* WHAT TO DO
Transcribe all data verbatim. Skip the pictures.

(Collection entries)
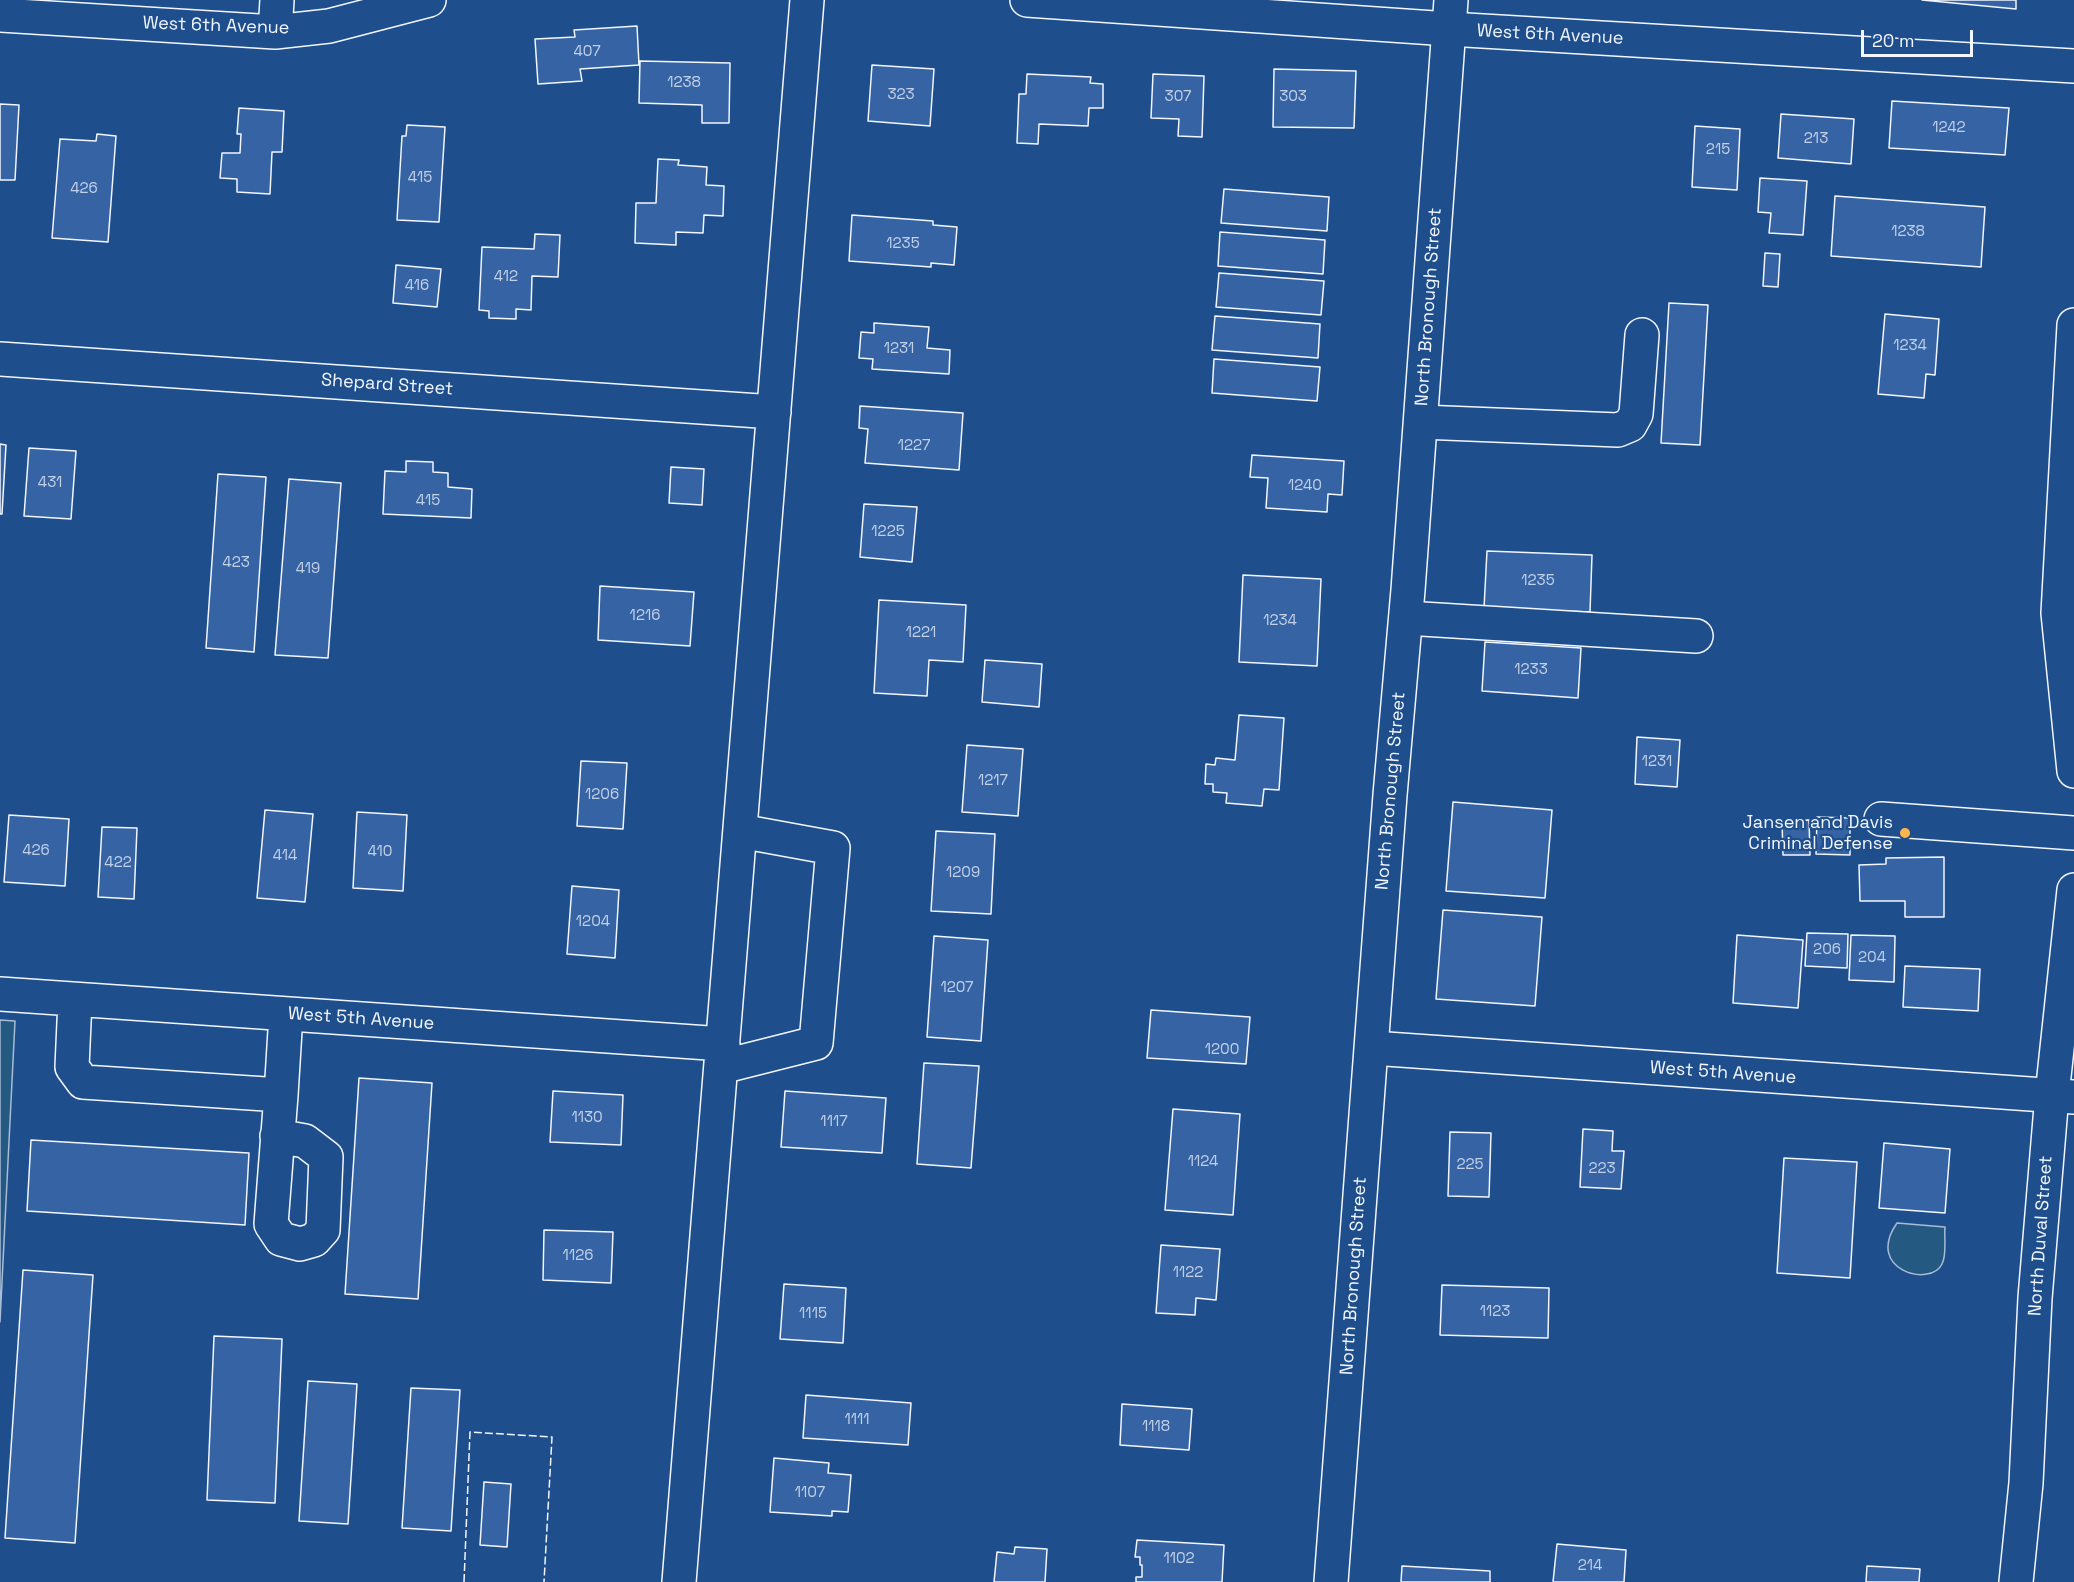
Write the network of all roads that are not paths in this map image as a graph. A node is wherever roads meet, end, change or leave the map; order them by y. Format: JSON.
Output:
{"nodes":[{"id":1,"x":429,"y":0,"type":"edge"},
{"id":2,"x":807,"y":0,"type":"edge"},
{"id":3,"x":1027,"y":0,"type":"edge"},
{"id":4,"x":1450,"y":14,"type":"edge"},
{"id":5,"x":0,"y":15,"type":"edge"},
{"id":6,"x":276,"y":16,"type":"edge"},
{"id":7,"x":2074,"y":66,"type":"edge"},
{"id":8,"x":2074,"y":326,"type":"edge"},
{"id":9,"x":1642,"y":335,"type":"dead end"},
{"id":10,"x":0,"y":359,"type":"edge"},
{"id":11,"x":774,"y":412,"type":"junction"},
{"id":12,"x":1421,"y":422,"type":"junction"},
{"id":13,"x":1406,"y":618,"type":"junction"},
{"id":14,"x":1696,"y":636,"type":"dead end"},
{"id":15,"x":2074,"y":771,"type":"edge"},
{"id":16,"x":1881,"y":819,"type":"dead end"},
{"id":17,"x":740,"y":831,"type":"junction"},
{"id":18,"x":2074,"y":833,"type":"edge"},
{"id":19,"x":2074,"y":890,"type":"edge"},
{"id":20,"x":0,"y":994,"type":"edge"},
{"id":21,"x":75,"y":1000,"type":"junction"},
{"id":22,"x":286,"y":1014,"type":"junction"},
{"id":23,"x":1372,"y":1048,"type":"junction"},
{"id":24,"x":722,"y":1055,"type":"junction"},
{"id":25,"x":281,"y":1095,"type":"junction"},
{"id":26,"x":2063,"y":1096,"type":"edge"},
{"id":27,"x":277,"y":1136,"type":"dead end"},
{"id":28,"x":679,"y":1582,"type":"edge"},
{"id":29,"x":1331,"y":1582,"type":"edge"},
{"id":30,"x":2016,"y":1582,"type":"edge"}],
"edges":[{"from":1,"to":6,"type":"street","name":"West 6th Avenue"},
{"from":2,"to":11,"type":"street"},
{"from":3,"to":4,"type":"street","name":"West 6th Avenue"},
{"from":4,"to":7,"type":"street","name":"West 6th Avenue"},
{"from":4,"to":12,"type":"street","name":"North Bronough Street"},
{"from":5,"to":6,"type":"street","name":"West 6th Avenue"},
{"from":8,"to":15,"type":"street"},
{"from":9,"to":12,"type":"street"},
{"from":10,"to":11,"type":"street","name":"Shepard Street"},
{"from":11,"to":17,"type":"street"},
{"from":12,"to":13,"type":"street","name":"North Bronough Street"},
{"from":13,"to":14,"type":"street"},
{"from":13,"to":23,"type":"street","name":"North Bronough Street"},
{"from":16,"to":18,"type":"street"},
{"from":17,"to":24,"type":"street"},
{"from":17,"to":24,"type":"street","name":"West 5th Avenue"},
{"from":19,"to":26,"type":"street","name":"North Duval Street"},
{"from":20,"to":21,"type":"street","name":"West 5th Avenue"},
{"from":21,"to":22,"type":"street","name":"West 5th Avenue"},
{"from":21,"to":25,"type":"street"},
{"from":22,"to":24,"type":"street","name":"West 5th Avenue"},
{"from":22,"to":25,"type":"street"},
{"from":23,"to":26,"type":"street","name":"West 5th Avenue"},
{"from":23,"to":29,"type":"street","name":"North Bronough Street"},
{"from":24,"to":28,"type":"street"},
{"from":25,"to":27,"type":"street"},
{"from":26,"to":30,"type":"street","name":"North Duval Street"}]}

* RESULT OF THE TASK
Write the network of all roads that are not paths in this map image as a graph. A node is wherever roads meet, end, change or leave the map; order them by y. Format: JSON.
Output:
{"nodes":[{"id":1,"x":429,"y":0,"type":"edge"},
{"id":2,"x":807,"y":0,"type":"edge"},
{"id":3,"x":1027,"y":0,"type":"edge"},
{"id":4,"x":1450,"y":14,"type":"edge"},
{"id":5,"x":0,"y":15,"type":"edge"},
{"id":6,"x":276,"y":16,"type":"edge"},
{"id":7,"x":2074,"y":66,"type":"edge"},
{"id":8,"x":2074,"y":326,"type":"edge"},
{"id":9,"x":1642,"y":335,"type":"dead end"},
{"id":10,"x":0,"y":359,"type":"edge"},
{"id":11,"x":774,"y":412,"type":"junction"},
{"id":12,"x":1421,"y":422,"type":"junction"},
{"id":13,"x":1406,"y":618,"type":"junction"},
{"id":14,"x":1696,"y":636,"type":"dead end"},
{"id":15,"x":2074,"y":771,"type":"edge"},
{"id":16,"x":1881,"y":819,"type":"dead end"},
{"id":17,"x":740,"y":831,"type":"junction"},
{"id":18,"x":2074,"y":833,"type":"edge"},
{"id":19,"x":2074,"y":890,"type":"edge"},
{"id":20,"x":0,"y":994,"type":"edge"},
{"id":21,"x":75,"y":1000,"type":"junction"},
{"id":22,"x":286,"y":1014,"type":"junction"},
{"id":23,"x":1372,"y":1048,"type":"junction"},
{"id":24,"x":722,"y":1055,"type":"junction"},
{"id":25,"x":281,"y":1095,"type":"junction"},
{"id":26,"x":2063,"y":1096,"type":"edge"},
{"id":27,"x":277,"y":1136,"type":"dead end"},
{"id":28,"x":679,"y":1582,"type":"edge"},
{"id":29,"x":1331,"y":1582,"type":"edge"},
{"id":30,"x":2016,"y":1582,"type":"edge"}],
"edges":[{"from":1,"to":6,"type":"street","name":"West 6th Avenue"},
{"from":2,"to":11,"type":"street"},
{"from":3,"to":4,"type":"street","name":"West 6th Avenue"},
{"from":4,"to":7,"type":"street","name":"West 6th Avenue"},
{"from":4,"to":12,"type":"street","name":"North Bronough Street"},
{"from":5,"to":6,"type":"street","name":"West 6th Avenue"},
{"from":8,"to":15,"type":"street"},
{"from":9,"to":12,"type":"street"},
{"from":10,"to":11,"type":"street","name":"Shepard Street"},
{"from":11,"to":17,"type":"street"},
{"from":12,"to":13,"type":"street","name":"North Bronough Street"},
{"from":13,"to":14,"type":"street"},
{"from":13,"to":23,"type":"street","name":"North Bronough Street"},
{"from":16,"to":18,"type":"street"},
{"from":17,"to":24,"type":"street"},
{"from":17,"to":24,"type":"street","name":"West 5th Avenue"},
{"from":19,"to":26,"type":"street","name":"North Duval Street"},
{"from":20,"to":21,"type":"street","name":"West 5th Avenue"},
{"from":21,"to":22,"type":"street","name":"West 5th Avenue"},
{"from":21,"to":25,"type":"street"},
{"from":22,"to":24,"type":"street","name":"West 5th Avenue"},
{"from":22,"to":25,"type":"street"},
{"from":23,"to":26,"type":"street","name":"West 5th Avenue"},
{"from":23,"to":29,"type":"street","name":"North Bronough Street"},
{"from":24,"to":28,"type":"street"},
{"from":25,"to":27,"type":"street"},
{"from":26,"to":30,"type":"street","name":"North Duval Street"}]}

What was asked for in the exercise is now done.